BEGIN Data shown

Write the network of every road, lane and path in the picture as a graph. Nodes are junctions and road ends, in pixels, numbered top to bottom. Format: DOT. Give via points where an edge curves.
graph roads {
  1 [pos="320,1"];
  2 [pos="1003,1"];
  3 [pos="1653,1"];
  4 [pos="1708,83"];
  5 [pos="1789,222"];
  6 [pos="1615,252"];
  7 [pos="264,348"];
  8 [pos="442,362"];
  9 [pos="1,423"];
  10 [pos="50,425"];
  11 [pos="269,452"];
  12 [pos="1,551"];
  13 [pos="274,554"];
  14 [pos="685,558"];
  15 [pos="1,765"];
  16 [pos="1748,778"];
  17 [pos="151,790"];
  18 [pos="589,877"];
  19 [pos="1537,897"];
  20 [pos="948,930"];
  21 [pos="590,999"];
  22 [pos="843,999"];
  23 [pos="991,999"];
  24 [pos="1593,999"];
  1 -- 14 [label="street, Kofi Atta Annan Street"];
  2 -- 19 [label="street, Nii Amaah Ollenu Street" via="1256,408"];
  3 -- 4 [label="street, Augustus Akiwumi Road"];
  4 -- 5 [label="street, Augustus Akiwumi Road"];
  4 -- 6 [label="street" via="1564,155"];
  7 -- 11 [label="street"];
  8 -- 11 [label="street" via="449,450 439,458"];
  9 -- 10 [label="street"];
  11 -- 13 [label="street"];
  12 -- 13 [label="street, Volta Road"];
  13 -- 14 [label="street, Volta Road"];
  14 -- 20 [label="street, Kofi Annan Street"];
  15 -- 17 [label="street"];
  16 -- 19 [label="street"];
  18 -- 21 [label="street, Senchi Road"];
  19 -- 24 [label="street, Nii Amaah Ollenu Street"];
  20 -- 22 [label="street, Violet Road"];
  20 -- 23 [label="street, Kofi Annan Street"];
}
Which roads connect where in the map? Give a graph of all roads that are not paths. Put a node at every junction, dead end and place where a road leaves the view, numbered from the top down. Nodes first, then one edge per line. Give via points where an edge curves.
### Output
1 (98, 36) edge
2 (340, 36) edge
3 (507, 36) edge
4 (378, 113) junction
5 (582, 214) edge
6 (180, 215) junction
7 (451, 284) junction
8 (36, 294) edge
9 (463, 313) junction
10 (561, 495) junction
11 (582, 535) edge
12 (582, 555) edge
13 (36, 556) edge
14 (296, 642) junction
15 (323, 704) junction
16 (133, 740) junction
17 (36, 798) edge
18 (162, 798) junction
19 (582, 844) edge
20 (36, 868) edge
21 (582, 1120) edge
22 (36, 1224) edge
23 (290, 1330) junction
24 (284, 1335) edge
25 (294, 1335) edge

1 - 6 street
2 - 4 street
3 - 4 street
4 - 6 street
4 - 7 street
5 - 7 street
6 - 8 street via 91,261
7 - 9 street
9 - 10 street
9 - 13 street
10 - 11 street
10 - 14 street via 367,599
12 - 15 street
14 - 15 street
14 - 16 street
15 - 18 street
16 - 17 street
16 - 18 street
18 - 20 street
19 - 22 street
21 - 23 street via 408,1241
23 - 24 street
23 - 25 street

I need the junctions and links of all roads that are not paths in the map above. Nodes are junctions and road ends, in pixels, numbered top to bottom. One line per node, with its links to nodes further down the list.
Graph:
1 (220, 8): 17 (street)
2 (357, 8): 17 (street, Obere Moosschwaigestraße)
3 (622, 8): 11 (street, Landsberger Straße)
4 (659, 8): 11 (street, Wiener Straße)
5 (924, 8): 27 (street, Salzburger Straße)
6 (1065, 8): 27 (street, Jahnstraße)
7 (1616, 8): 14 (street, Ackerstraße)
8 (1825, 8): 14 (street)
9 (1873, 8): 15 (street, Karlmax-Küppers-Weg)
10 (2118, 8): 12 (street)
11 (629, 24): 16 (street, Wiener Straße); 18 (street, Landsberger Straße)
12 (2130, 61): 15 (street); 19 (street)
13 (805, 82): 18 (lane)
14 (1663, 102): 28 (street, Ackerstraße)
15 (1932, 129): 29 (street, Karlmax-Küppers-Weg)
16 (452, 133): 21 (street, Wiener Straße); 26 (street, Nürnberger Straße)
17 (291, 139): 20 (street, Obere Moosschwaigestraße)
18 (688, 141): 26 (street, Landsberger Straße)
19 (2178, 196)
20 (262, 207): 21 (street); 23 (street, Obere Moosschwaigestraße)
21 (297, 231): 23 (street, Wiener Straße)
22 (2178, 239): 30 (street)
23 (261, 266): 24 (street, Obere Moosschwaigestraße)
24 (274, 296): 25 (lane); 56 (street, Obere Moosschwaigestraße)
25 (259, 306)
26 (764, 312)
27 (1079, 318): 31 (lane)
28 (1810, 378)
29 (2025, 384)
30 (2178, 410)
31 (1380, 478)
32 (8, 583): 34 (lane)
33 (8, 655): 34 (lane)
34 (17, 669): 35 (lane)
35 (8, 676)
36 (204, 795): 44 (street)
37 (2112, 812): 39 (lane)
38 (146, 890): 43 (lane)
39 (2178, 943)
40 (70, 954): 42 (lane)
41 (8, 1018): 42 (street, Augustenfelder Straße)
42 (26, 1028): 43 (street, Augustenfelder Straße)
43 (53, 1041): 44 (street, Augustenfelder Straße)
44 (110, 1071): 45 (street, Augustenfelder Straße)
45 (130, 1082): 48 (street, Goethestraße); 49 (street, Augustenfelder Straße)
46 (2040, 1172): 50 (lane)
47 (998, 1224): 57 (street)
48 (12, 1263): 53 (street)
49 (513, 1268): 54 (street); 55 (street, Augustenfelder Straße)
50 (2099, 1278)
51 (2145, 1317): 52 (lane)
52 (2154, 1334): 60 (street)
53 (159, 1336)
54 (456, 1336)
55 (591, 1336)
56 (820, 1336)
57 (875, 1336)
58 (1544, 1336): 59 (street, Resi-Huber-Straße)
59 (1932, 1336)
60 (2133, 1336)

END Data shown

--- Work order ---
Tally the lines of the data that hold the string "every". Answer with the number and nothing more.

--- Expected output ---
2